Lou sniffed and tore off a piece of kitchen towel and blew her nose. It had only just occurred to her that her grandmother's bequest was a double whammy. She'd ensured that Lou got nothing, but to do that she had to proclaim to the whole family that she thought her late husband's work was worthless. Nothing. Nothing anyone would ever want. That dealt with his memory too, just in case there was anyone around who might still be inclined to admire him.

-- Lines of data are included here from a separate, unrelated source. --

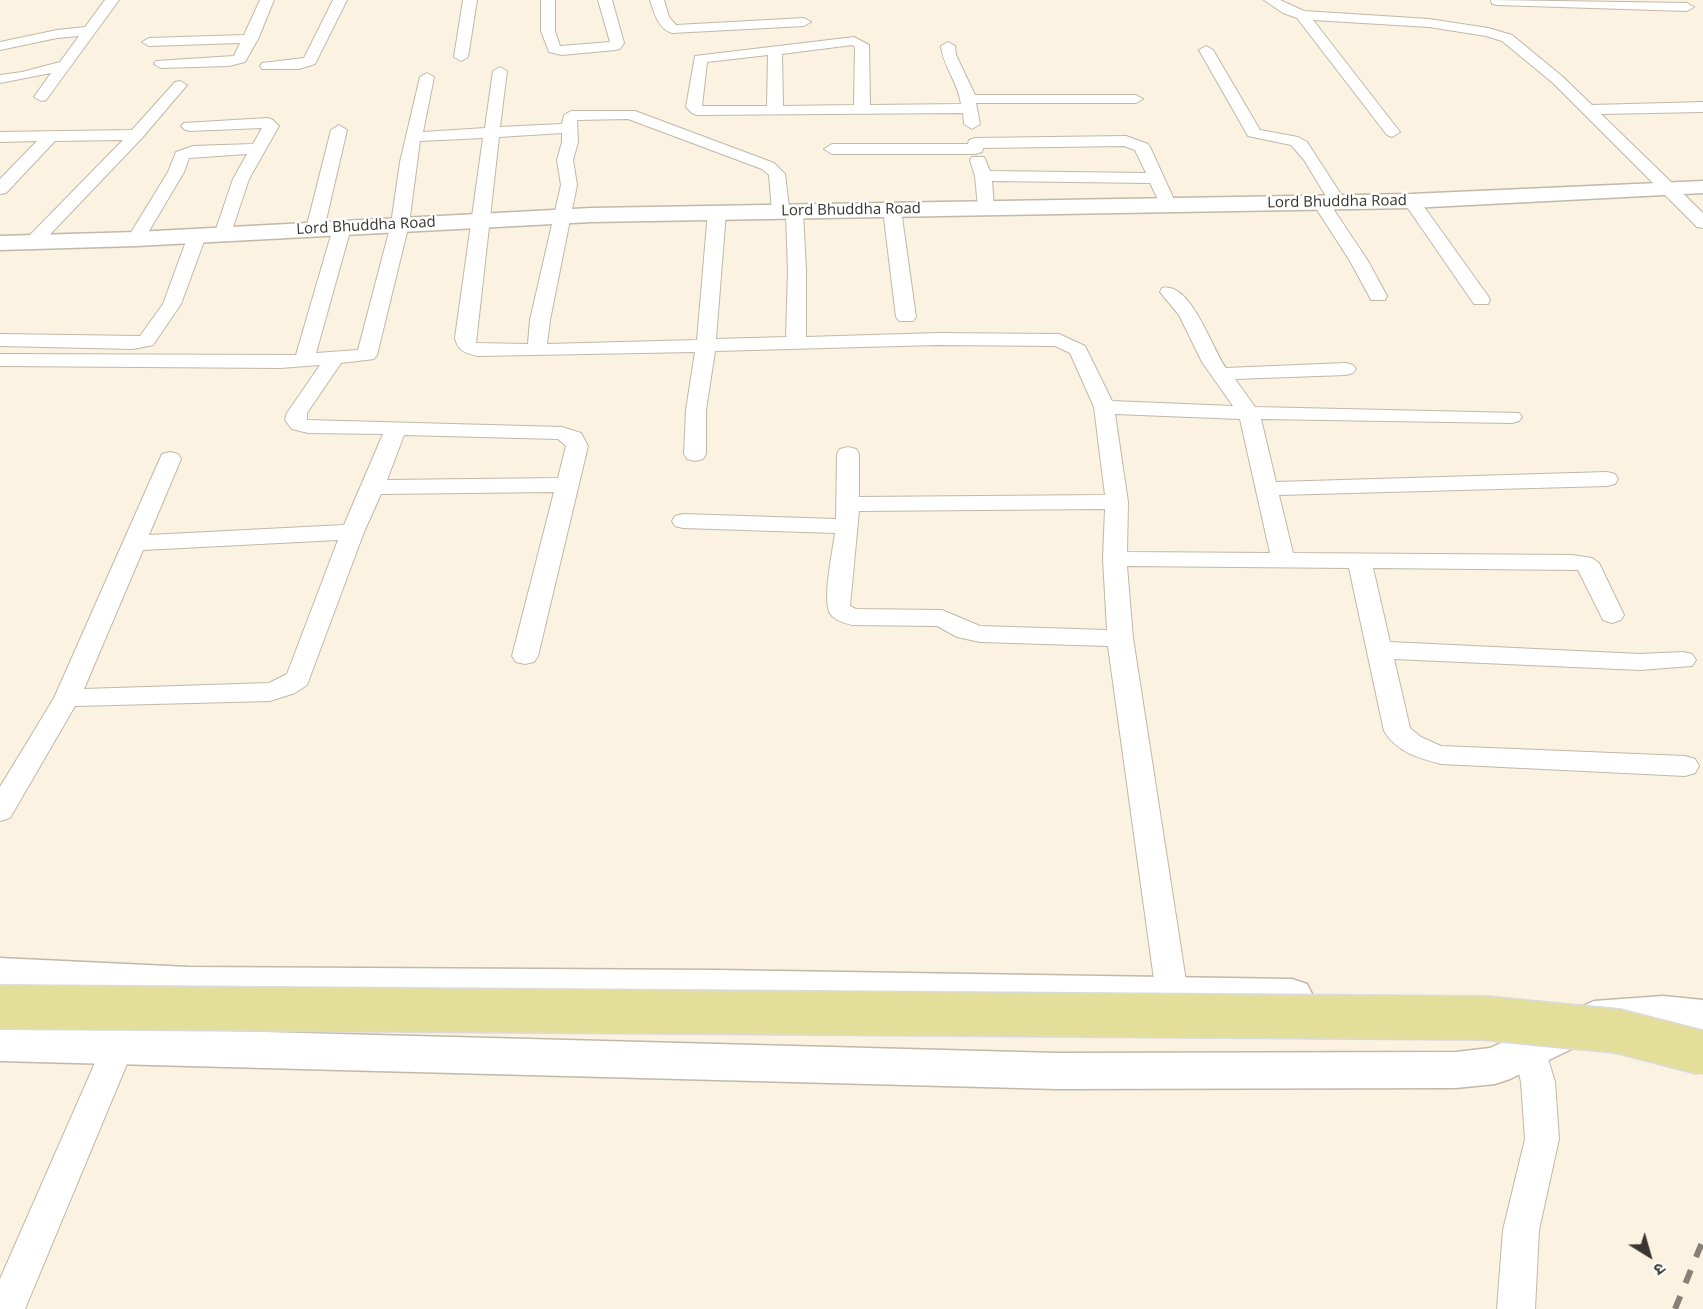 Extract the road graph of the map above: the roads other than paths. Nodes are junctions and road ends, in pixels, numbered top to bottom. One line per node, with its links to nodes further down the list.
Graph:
1 (112, 0): 14 (street)
2 (267, 0): 15 (street)
3 (340, 0): 24 (street)
4 (470, 0): 21 (street)
5 (548, 0): 6 (street)
6 (604, 0)
7 (657, 0): 13 (street)
8 (1271, 0): 12 (street)
9 (1602, 2): 10 (street); 11 (street)
10 (1687, 8)
11 (1493, 13): 12 (street); 34 (street)
12 (1302, 15): 39 (street)
13 (804, 22)
14 (90, 32): 17 (street); 22 (street)
15 (251, 39): 16 (street); 23 (street)
16 (149, 42)
17 (0, 46)
18 (948, 46): 31 (street)
19 (775, 50): 33 (street); 35 (street); 35 (street)
20 (1206, 50): 54 (street)
21 (461, 57)
22 (67, 64): 27 (street); 29 (street)
23 (161, 64)
24 (267, 66)
25 (500, 71): 40 (street)
26 (427, 77): 44 (street)
27 (0, 79)
28 (180, 85): 41 (street)
29 (41, 97)
30 (1136, 99): 31 (street)
31 (969, 104): 33 (street); 45 (street)
32 (1703, 107): 34 (street)
33 (862, 109): 35 (street)
34 (1589, 110): 52 (street)
35 (775, 111)
36 (189, 126): 46 (street)
37 (568, 128): 40 (street); 58 (street); 60 (street)
38 (339, 130): 65 (street)
39 (1392, 132)
40 (491, 133): 44 (street); 61 (street)
41 (136, 135): 43 (street); 70 (street)
42 (0, 137): 43 (street)
43 (50, 137): 51 (street)
44 (414, 137): 63 (street)
45 (976, 146): 47 (street); 48 (street); 49 (street)
46 (256, 149): 66 (street); 68 (street)
47 (832, 149)
48 (983, 176): 49 (street); 56 (street)
49 (1154, 178): 55 (street)
50 (1703, 188): 52 (street, Lord Bhuddha Road)
51 (0, 189)
52 (1669, 190): 53 (street, Lord Bhuddha Road); 62 (street)
53 (1411, 201): 54 (street, Lord Bhuddha Road); 73 (street)
54 (1329, 202): 55 (street, Lord Bhuddha Road); 72 (street)
55 (1169, 206): 56 (street, Lord Bhuddha Road)
56 (986, 207): 57 (street, Lord Bhuddha Road)
57 (892, 210): 58 (street, Lord Bhuddha Road); 74 (street)
58 (787, 211): 59 (street, Lord Bhuddha Road); 76 (street)
59 (717, 212): 60 (street, Lord Bhuddha Road); 77 (street)
60 (562, 216): 61 (street, Lord Bhuddha Road); 78 (street)
61 (481, 220): 63 (street, Lord Bhuddha Road); 78 (street)
62 (1703, 223)
63 (400, 224): 64 (street, Lord Bhuddha Road); 80 (street)
64 (342, 228): 65 (street, Lord Bhuddha Road); 82 (street)
65 (315, 229): 66 (street, Lord Bhuddha Road)
66 (223, 235): 67 (street, Lord Bhuddha Road)
67 (197, 236): 68 (street, Lord Bhuddha Road); 79 (street)
68 (136, 239): 70 (street, Lord Bhuddha Road)
69 (0, 243): 70 (street, Lord Bhuddha Road)
70 (33, 243)
71 (1169, 292): 84 (street)
72 (1378, 296)
73 (1480, 300)
74 (906, 317)
75 (0, 340): 79 (street)
76 (796, 343): 77 (street); 85 (street)
77 (706, 346): 78 (street); 89 (street)
78 (537, 350)
79 (131, 352): 81 (street); 82 (street)
80 (334, 358): 82 (street); 88 (street)
81 (0, 360)
82 (304, 361)
83 (1346, 369): 84 (street)
84 (1220, 374): 86 (street)
85 (1104, 407): 86 (street); 96 (street)
86 (1250, 413): 87 (street); 95 (street)
87 (1512, 417)
88 (396, 428): 93 (street); 94 (street)
89 (695, 454)
90 (848, 454): 97 (street)
91 (170, 459): 100 (street)
92 (1606, 479): 95 (street)
93 (568, 485): 94 (street); 107 (street)
94 (373, 487): 99 (street)
95 (1268, 489): 102 (street)
96 (1117, 502): 97 (street); 101 (street)
97 (847, 515): 98 (street); 105 (street)
98 (683, 521)
99 (352, 532): 100 (street); 109 (street)
100 (133, 543): 109 (street)
101 (1114, 559): 102 (street); 105 (street)
102 (1283, 559): 103 (street)
103 (1360, 562): 104 (street); 106 (street)
104 (1612, 615)
105 (1120, 638): 113 (street)
106 (1378, 650): 108 (street); 110 (street)
107 (525, 656)
108 (1683, 660)
109 (67, 698): 111 (street)
110 (1685, 766)
111 (0, 811)
112 (0, 974): 113 (street)
113 (1172, 994): 116 (street)
114 (0, 1007): 120 (main road, bridge)
115 (1703, 1017): 116 (street)
116 (1594, 1018): 119 (street)
117 (0, 1043): 118 (street)
118 (118, 1047): 119 (street); 121 (street)
119 (1530, 1049): 122 (street)
120 (1703, 1053)
121 (6, 1309)
122 (1516, 1309)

But I do, Lou thought. I always have and I always will. As a child, she'd been impressed and awed by the books he'd shown her. She knew every one of the covers so well that she could have drawn any of them by heart. They came from a time when novels had dust-jackets showing repeating patterns, sort of lime green or pale orange or pale blue on white, with an oval shape left blank for the title and author's name to appear in an attractive font. The first of his five novels was
Blind Moon,
and that was the one he'd read out loud from to Lou – the one she remembered a little, though the details had disappeared from her mind entirely. As for Grandad's other four books, she'd never read them and knew very little about them. She went to the shelf where the Barrington books stood together, took out
Blind Moon
and read the first few words again:

Now he could tell the whole story. He could speak about what happened during their time in the camp; in the bamboo-gated prison overshadowed by the blue mountain, under the eye of a moon that looked at everything and saw nothing; like a blind, white eye gazing down at them all.

Lou closed the book. At first, it had seemed quite different from how she remembered it. She couldn't find, at least in the first few pages, any passages she remembered. Grandad must have chosen particular bits to read aloud to a child and much of what she'd glanced at didn't look suitable. It would probably, she realized, be a harrowing tale. She would read it carefully now, from cover to cover.

She looked at the dust-jacket. The reddish-brown pattern of palm leaves showed that it was mainly set in foreign parts. The pages felt brittle and dry and the edges of each one had been stained yellowish-brown from years and years of the smoke from Grandad's cigarettes. She leaned closer to the book and breathed in the fragrance of ancient tobacco. Then she read the dedication
(To my mother)
and the blurb. There were several old cuttings from newspapers, carefully folded and placed in the back of the book. I'll read those in a minute, she thought. And I'll read this properly. That'll show Constance. Then I'll go on to his next and then the others. I'll read every word. They're mine now. I own them.